Retirez-vous de la compétition pour gagner. Ou du moins, ne perdez pas (trop). C’est la tactique utilisée en France contre le Rassemblement National de Marine Le Pen et Jordan Bardella. Hier (2 juillet) à six heures du soir, le délai dans lequel les candidats des différentes circonscriptions pouvaient renoncer à leur candidature au second tour du dimanche 7 en France a expiré. Au total, 218 démissions ont eu lieu, dont 131 de la part du Nouveau Front populaire et 82 de la coalition du président Emmanuel Macron. Il s’agit de retraites stratégiques destinées à bénéficier, dans les circonscriptions les plus à risque, au candidat qui a le plus de chances de battre la droite radicale. Bref, n’importe qui pour peu qu’il ne soit pas RN.
Selon la plupart des analystes, le chemin du RN vers la majorité absolue est ainsi devenu très difficile. Les élections triangulaires, 306 à l’issue du premier tour dimanche dernier, ont été réduites à un tiers, et c’est surtout là que le parti de Le Pen a dû trouver les sièges à ajouter aux 39 déjà remportés. Viennent ensuite les tours de scrutin plus traditionnels, les duels, au nombre de 190. Le journal français Grand Continent a réalisé une projection basée sur les abandons et les résultats du premier tour. Le Rassemblement National et ses alliés ne devraient pas atteindre la majorité absolue de 289 députés à l’Assemblée nationale, s’arrêtant à 244, soit 45 de moins que nécessaire.

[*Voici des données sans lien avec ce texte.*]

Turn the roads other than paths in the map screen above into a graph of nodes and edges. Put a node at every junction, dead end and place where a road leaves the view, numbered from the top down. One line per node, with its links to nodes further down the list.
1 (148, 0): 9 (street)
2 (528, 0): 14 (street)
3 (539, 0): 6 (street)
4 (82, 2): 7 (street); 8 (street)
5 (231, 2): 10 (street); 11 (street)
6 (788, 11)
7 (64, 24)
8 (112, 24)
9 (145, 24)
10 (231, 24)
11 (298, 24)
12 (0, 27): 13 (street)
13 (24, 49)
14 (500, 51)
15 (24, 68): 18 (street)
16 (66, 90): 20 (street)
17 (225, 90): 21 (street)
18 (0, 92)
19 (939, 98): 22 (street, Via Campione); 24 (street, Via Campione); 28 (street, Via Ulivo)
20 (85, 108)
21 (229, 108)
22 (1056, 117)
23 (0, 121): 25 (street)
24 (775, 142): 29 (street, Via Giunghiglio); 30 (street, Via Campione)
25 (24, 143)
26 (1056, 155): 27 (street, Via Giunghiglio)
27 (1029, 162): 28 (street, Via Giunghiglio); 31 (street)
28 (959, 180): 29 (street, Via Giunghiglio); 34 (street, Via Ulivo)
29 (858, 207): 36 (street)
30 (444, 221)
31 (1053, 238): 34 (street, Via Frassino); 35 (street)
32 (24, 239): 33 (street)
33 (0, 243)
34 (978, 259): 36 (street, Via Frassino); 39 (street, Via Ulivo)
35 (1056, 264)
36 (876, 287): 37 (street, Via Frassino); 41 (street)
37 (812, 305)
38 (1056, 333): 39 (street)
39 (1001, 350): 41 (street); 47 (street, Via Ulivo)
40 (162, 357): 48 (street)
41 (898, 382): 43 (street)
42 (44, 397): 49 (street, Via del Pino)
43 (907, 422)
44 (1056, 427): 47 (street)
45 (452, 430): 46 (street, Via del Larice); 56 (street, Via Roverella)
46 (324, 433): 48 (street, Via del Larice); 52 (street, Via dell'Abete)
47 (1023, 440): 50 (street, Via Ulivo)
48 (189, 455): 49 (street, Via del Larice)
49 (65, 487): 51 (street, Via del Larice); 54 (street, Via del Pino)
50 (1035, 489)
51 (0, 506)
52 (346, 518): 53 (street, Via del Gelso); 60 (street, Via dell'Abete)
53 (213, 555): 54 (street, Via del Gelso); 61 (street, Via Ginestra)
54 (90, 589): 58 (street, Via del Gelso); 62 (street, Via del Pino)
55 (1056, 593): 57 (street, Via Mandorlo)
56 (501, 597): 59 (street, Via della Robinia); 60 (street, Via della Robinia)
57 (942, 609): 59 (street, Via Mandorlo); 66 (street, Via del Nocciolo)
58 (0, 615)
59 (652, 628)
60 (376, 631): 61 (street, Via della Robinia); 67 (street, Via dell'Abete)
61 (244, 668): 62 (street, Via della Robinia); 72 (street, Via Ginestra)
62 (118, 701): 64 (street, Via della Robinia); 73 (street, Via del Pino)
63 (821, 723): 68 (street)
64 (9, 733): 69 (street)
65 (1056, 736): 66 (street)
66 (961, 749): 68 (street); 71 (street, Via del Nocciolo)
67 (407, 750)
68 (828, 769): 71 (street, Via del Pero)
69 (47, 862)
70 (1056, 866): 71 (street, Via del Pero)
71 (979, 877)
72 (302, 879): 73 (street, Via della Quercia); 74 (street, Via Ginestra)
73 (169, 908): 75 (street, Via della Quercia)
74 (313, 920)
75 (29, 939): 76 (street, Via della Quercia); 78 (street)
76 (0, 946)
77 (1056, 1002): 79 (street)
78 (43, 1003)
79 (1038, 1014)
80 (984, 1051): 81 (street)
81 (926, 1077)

Les candidats des Républicains et de la droite devraient être autour d’une quarantaine, ce qui veut dire que même ensemble ils n’auraient pas les chiffres (si les décomptes sont corrects).

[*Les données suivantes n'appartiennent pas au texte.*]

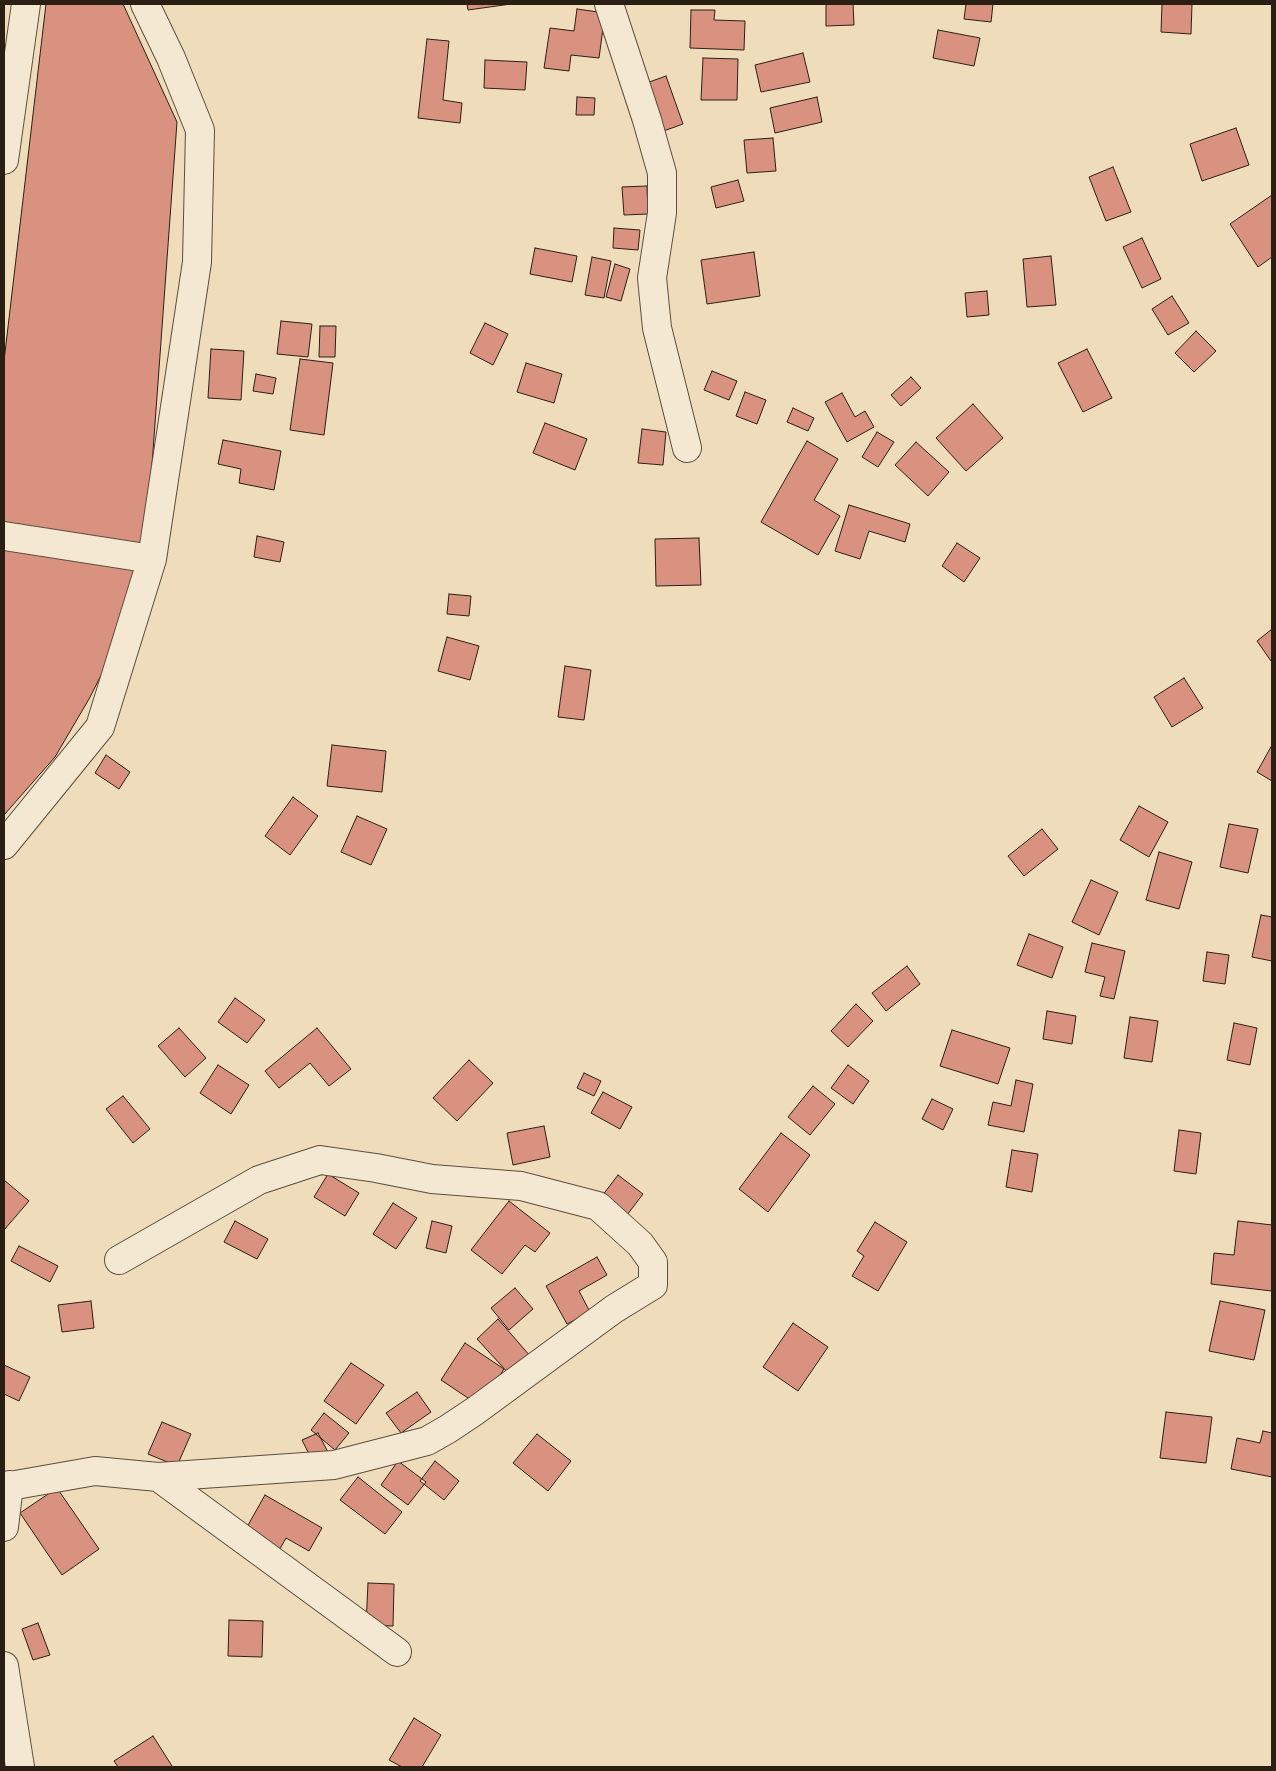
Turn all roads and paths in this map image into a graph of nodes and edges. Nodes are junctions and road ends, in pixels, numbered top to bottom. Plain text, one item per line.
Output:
1 (26, 4) edge
2 (146, 4) edge
3 (609, 4) edge
4 (4, 160) edge
5 (687, 448) dead end
6 (4, 536) edge
7 (152, 559) junction
8 (4, 845) edge
9 (119, 1260) dead end
10 (158, 1477) junction
11 (6, 1486) edge
12 (4, 1527) edge
13 (397, 1652) dead end
14 (4, 1666) edge
15 (20, 1767) edge

1 - 4 street
2 - 7 street
3 - 5 street
6 - 7 street
7 - 8 street
9 - 10 street
10 - 11 street
10 - 13 street
11 - 12 street
14 - 15 street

Les partis liés au président Macron devraient réunir environ 106 élus. Le Nouveau Front populaire, qui fédère toutes les forces de gauche, des socialistes aux communistes, compte 162 députés, dont 68 issus de la France Insoumise de Jean-Luc Mélenchon. Les hypothèses sur l’avenir de la France se réduisent désormais aux quatre plus probables. La première est que de toute façon et malgré tout le Rassemblement National remporte la majorité absolue, avec la nomination automatique de Jordan Bardella au poste de premier ministre. La seconde, plus probable, est la majorité relative pour le RN, ce qui impliquerait le recours à une réserve de voix extérieures, au moins pour la confiance dans le gouvernement et pour l’approbation de la loi de finances. « Nous n’avons besoin que de 270 sièges pour gouverner », a déclaré Le Pen, imaginant retrouver les 20 autres voix du Parlement.
La troisième hypothèse qui a traversé toute la journée est celle défendue par le Premier ministre sortant, Gabriel Attal, d’une « majorité plurielle », c’est-à-dire une sorte de coalition gouvernementale incluant un très large éventail, des Républicains aux communistes. A l’exclusion de La France Insoumise, incompatible avec les macronistes et les républicains, mais pour qui une sorte de neutralité s’impose. Enfin, la dernière hypothèse, qui semble elle aussi la moins probable, est que l’on s’oriente vers un gouvernement dirigé par une personnalité qui est en quelque sorte considérée comme super partes. On parle de trois anciens premiers ministres comme Lionel Jospin, Jean-Pierre Raffarin et Bernard Cazeneuve.